Tally the lines in the entries below where the string "from" occurs. Reply with the total alone.

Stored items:

········

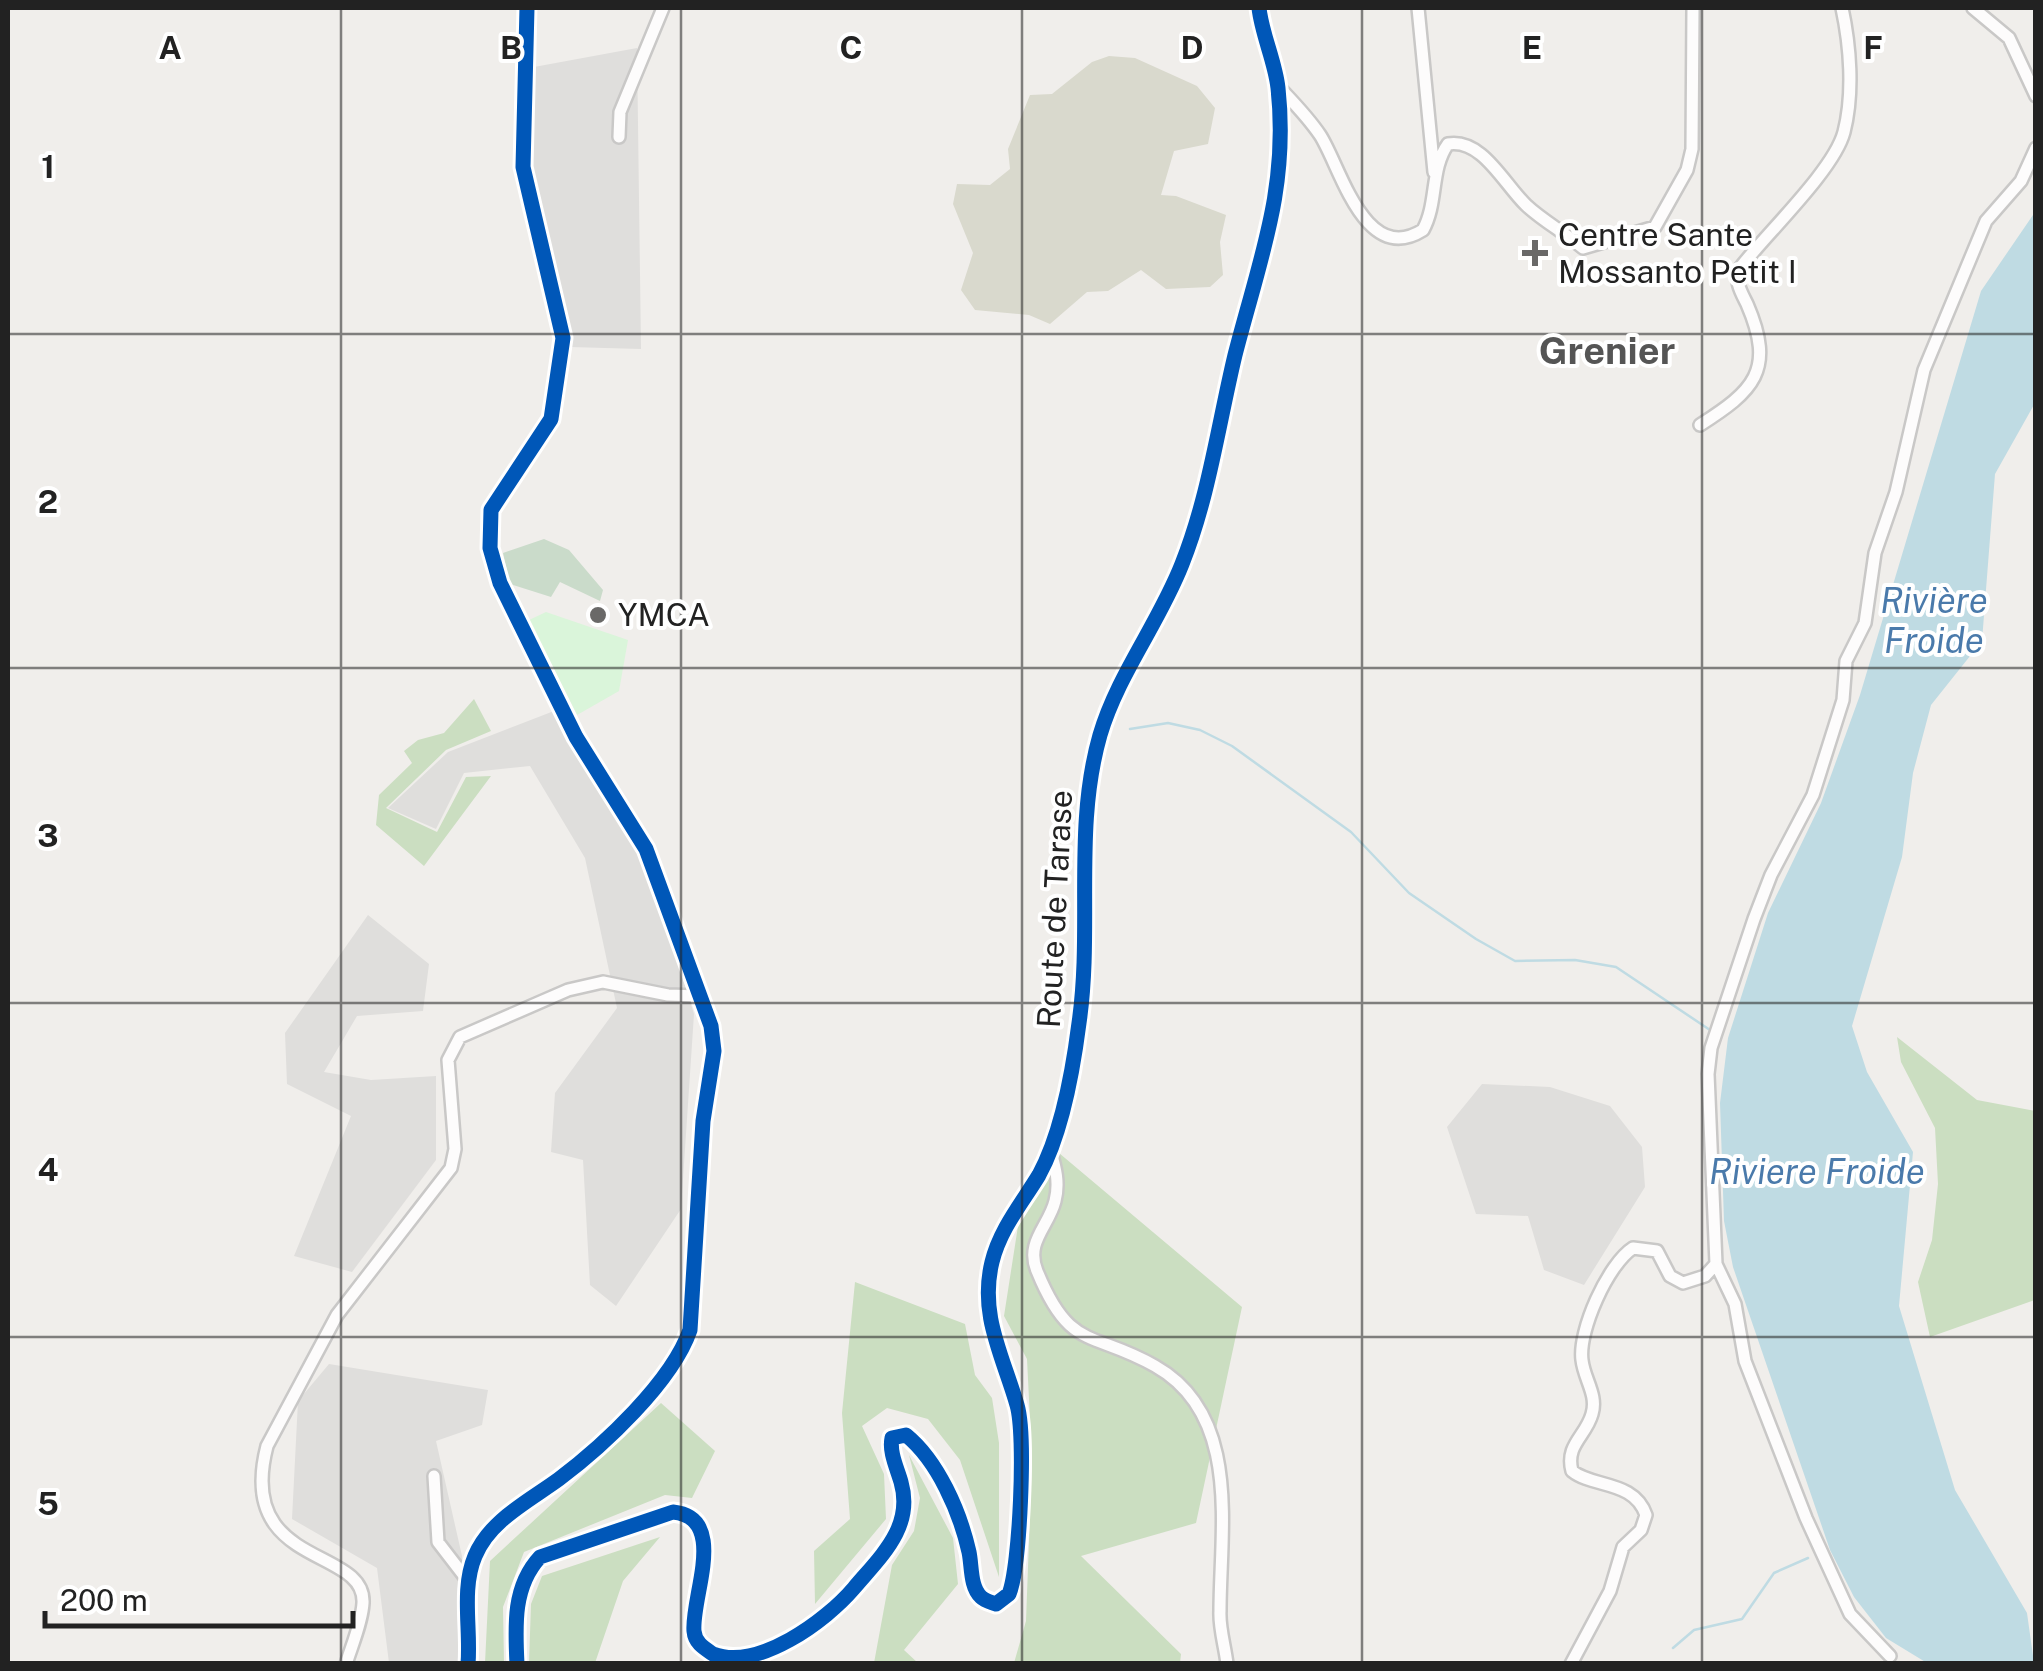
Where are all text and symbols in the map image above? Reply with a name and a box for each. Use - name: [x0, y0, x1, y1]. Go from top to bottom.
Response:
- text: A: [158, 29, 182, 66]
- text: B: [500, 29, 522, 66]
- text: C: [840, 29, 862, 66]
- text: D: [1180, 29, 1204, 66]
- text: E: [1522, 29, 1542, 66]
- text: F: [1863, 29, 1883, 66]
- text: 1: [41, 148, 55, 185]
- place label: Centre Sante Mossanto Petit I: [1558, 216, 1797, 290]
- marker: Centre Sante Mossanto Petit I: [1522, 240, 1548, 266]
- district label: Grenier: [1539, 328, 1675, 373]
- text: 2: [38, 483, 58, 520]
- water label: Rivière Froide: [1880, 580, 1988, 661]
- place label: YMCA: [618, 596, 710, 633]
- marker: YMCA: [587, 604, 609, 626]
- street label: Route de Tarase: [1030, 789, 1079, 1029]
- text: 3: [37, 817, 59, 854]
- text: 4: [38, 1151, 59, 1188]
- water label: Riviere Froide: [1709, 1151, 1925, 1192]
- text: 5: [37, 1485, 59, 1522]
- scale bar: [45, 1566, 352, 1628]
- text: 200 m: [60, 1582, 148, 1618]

········

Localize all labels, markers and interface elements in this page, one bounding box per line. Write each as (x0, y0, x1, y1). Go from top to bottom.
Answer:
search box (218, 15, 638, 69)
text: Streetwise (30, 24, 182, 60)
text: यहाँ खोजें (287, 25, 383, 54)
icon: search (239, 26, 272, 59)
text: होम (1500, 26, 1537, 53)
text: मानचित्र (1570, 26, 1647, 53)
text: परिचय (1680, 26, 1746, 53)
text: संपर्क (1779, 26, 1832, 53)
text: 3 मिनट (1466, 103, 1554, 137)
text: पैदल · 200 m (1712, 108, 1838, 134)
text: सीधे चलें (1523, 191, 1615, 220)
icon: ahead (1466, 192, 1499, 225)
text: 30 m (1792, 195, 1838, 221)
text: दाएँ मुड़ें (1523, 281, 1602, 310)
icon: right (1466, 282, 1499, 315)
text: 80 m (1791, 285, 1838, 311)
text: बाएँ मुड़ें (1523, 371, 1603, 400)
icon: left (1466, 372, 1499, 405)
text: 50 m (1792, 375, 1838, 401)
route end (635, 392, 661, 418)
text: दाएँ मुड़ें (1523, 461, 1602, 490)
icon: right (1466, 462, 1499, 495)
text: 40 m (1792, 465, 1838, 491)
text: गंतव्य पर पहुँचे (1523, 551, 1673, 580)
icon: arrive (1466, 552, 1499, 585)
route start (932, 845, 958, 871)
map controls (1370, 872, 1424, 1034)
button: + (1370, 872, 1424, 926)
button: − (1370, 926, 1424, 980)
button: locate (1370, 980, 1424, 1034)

········

Solved problem
2